# Powershift 1132



## TheSuMofGoD (Feb 27, 2015)

I picked this up this morning, runs, everything works $100.00 CDN


----------



## Kiss4aFrog (Nov 3, 2013)

I hate you !!


----------



## classiccat (Mar 1, 2014)

That is ONE IMPRESSIVE MACHINE!!! 11hp Briggs Flathead on there too. 

...and at $100 (CND)...yeah, we're a little jealous! 

Congratulations!


----------



## TheSuMofGoD (Feb 27, 2015)

it's so fresh the original listing is still up. The gentleman that had it just wanted it out of his garage. 

SNOWBLOWER - TORO Power Shift 1132 | snowblowers | Ottawa | Kijiji


----------



## Kiss4aFrog (Nov 3, 2013)

I'm trying to take comfort in the fact my engine is bigger.

Isn't working


----------



## detdrbuzzard (Jan 20, 2012)

congrats ThesuMofgoD, time to change your signature


----------



## TheSuMofGoD (Feb 27, 2015)

detdrbuzzard said:


> congrats ThesuMofgoD, time to change your signature


Fixed


----------



## Kiss4aFrog (Nov 3, 2013)

I don't understand. It doesn't say PowerShift 1132 Diesel


----------



## detdrbuzzard (Jan 20, 2012)

Kiss4aFrog said:


> I don't understand. It doesn't say PowerShift 1132 Diesel


just give him some time. once he gets the diesel I'm going to buy the briggs for my powershift


----------



## Kiss4aFrog (Nov 3, 2013)

He already has the diesel and he's likely paying me for all my great advise with the Briggs so don't even think about it !!

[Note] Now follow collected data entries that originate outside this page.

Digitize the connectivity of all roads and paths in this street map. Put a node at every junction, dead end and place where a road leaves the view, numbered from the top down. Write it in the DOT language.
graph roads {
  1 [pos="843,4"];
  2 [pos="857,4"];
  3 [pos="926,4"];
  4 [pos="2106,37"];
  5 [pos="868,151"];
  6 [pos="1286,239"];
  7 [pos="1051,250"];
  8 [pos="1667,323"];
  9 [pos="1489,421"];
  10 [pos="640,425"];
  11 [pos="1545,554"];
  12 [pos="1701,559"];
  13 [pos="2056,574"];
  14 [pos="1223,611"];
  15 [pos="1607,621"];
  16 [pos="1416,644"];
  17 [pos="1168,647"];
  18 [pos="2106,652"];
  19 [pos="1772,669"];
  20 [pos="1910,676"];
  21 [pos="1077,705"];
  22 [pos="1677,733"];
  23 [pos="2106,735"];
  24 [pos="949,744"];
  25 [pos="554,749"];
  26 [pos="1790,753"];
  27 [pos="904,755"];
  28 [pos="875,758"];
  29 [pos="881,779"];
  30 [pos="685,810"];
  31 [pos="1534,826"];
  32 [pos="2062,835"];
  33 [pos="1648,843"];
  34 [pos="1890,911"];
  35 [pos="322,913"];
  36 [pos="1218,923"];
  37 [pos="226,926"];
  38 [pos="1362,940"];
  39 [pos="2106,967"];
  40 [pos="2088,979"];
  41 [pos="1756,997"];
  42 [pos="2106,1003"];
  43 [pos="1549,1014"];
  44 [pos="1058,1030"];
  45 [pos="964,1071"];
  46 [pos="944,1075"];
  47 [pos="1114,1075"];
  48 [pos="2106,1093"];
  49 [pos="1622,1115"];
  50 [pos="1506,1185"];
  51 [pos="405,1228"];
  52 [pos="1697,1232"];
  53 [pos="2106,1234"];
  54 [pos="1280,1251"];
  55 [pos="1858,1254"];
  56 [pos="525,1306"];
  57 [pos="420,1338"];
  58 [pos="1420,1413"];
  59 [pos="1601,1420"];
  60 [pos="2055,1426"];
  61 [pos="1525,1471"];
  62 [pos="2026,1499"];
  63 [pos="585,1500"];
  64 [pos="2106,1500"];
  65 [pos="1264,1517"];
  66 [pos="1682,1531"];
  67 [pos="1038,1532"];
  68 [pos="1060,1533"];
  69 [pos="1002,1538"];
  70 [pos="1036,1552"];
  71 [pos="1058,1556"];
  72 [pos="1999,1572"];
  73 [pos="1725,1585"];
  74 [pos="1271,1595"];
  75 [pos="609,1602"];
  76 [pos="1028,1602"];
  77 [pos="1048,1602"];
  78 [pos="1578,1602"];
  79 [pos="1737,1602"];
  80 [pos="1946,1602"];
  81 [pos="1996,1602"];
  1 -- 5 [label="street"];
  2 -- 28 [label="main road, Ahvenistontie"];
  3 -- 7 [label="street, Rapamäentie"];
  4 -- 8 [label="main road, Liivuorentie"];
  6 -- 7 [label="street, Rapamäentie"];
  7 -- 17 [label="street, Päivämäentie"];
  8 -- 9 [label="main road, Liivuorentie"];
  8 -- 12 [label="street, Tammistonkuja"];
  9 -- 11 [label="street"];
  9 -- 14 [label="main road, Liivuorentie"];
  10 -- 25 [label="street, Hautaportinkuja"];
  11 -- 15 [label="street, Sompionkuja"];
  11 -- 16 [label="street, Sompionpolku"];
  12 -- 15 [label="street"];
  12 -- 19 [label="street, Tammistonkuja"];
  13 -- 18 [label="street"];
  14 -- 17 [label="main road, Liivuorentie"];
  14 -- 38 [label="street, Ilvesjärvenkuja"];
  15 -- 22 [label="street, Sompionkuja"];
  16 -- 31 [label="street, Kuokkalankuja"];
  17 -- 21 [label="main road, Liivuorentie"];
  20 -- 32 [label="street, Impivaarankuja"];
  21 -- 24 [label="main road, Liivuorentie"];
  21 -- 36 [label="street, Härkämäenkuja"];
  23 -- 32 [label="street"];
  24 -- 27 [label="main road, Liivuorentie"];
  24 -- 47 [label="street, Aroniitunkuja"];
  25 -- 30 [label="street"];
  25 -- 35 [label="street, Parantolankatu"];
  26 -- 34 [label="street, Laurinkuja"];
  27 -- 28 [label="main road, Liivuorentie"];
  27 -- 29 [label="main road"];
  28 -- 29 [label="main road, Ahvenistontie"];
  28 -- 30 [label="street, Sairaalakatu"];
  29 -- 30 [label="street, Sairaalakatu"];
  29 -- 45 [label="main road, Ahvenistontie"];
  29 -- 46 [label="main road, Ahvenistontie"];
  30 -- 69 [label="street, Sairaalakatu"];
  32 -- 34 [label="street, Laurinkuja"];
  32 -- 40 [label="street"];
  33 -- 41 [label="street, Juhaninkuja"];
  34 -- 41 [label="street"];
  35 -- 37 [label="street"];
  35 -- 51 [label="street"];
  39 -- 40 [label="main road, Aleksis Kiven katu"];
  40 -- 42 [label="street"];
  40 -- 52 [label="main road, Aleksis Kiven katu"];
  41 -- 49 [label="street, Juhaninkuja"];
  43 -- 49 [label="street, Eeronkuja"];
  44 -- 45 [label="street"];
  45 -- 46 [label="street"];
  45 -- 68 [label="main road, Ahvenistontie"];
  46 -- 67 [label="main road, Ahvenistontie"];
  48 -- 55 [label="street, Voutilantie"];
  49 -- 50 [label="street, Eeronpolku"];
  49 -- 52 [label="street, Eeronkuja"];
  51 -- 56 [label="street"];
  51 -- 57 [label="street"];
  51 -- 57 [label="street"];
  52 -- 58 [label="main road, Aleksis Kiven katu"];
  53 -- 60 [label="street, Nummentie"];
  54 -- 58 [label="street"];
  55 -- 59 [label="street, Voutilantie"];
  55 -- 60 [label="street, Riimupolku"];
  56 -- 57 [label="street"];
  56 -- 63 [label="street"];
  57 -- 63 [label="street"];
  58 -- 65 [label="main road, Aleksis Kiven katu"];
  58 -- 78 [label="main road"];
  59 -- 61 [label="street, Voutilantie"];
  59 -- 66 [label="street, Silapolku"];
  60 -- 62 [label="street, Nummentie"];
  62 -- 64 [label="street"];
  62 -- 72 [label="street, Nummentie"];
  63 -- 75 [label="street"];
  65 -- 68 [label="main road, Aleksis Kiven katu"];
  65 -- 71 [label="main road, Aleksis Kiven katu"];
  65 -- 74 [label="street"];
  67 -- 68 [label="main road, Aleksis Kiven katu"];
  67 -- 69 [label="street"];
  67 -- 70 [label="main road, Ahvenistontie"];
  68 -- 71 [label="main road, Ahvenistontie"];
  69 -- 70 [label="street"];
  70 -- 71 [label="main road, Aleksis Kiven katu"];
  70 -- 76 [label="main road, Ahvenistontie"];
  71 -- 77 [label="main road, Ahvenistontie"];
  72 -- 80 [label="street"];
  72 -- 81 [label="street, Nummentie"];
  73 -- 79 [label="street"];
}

We've been going back and forth on what would be a good candidate for the diesel repower. 

But looking at this one I think it'd be a shame to mess with it. But I suppose he could always save the engine for another project or sell it to you or on line to help offset the cost of that diesel engine.


----------



## Kiss4aFrog (Nov 3, 2013)

Time to post a shot of the diesel on the bench !!


----------



## micah68kj (Oct 8, 2011)

Hey Todd! Over here. Looky looky what he gots.


----------



## Kiss4aFrog (Nov 3, 2013)

Don't get PS93 going on this  First he'll get all excited seeing a PowerShift, then he'll feel cheated he didn't get, then disbelief at the price and finally violated to think it may go diesel


----------



## detdrbuzzard (Jan 20, 2012)

Kiss4aFrog said:


> Don't get PS93 going on this  First he'll get all excited seeing a PowerShift, then he'll feel cheated he didn't get, then disbelief at the price and finally violated to think it may go diesel


and then I get the honor of moderating him


----------



## UNDERTAKER (Dec 30, 2013)

MAZEL TOV. there some one switched the augers out for the newer style.


----------



## UNDERTAKER (Dec 30, 2013)

LET IT BE KNOWN that a DIESEL engine will not work on a POWERSHIFT. because of the weight issue of the engine. to the pivoting of the wheels.


----------



## Kiss4aFrog (Nov 3, 2013)

Oh NO, He found us 

Just need to lift up on the handles a tad when you go to pivot that axle. That's where a third hand would be really welcome.


----------



## lee h (Jan 18, 2015)

Lucky you. You just won the yearly "YOU S$#@K AWARD"


Congrats on a sweet find.


Lee


----------



## TheSuMofGoD (Feb 27, 2015)

Sorry I was out last night with my boys at a hockey game, The Ottawa 67's are a major junior team in the OHL and they are in the play-offs. There is a player from our home town in Winchester from the same minor hockey association my boys play for. So when went to cheer him (them) on. The 67's lost 7-3.


----------



## Kiss4aFrog (Nov 3, 2013)

Yup, hate to say it but you might need to keep searching for a unit to put that sucker on.


----------



## UNDERTAKER (Dec 30, 2013)

that 75 pound engine is way to heavy. just tune up the BRIGGS it will serve you well. that 5 HP honda forget about it. it will not handle WHAT THE POWERSHIFT can do.


----------



## TheSuMofGoD (Feb 27, 2015)

I keep the Honda to back up my 2 Honda's, it's not intended for this project. I used it as a comparison size sake.


----------



## TheSuMofGoD (Feb 27, 2015)

The snowblower. The Snowshovel


----------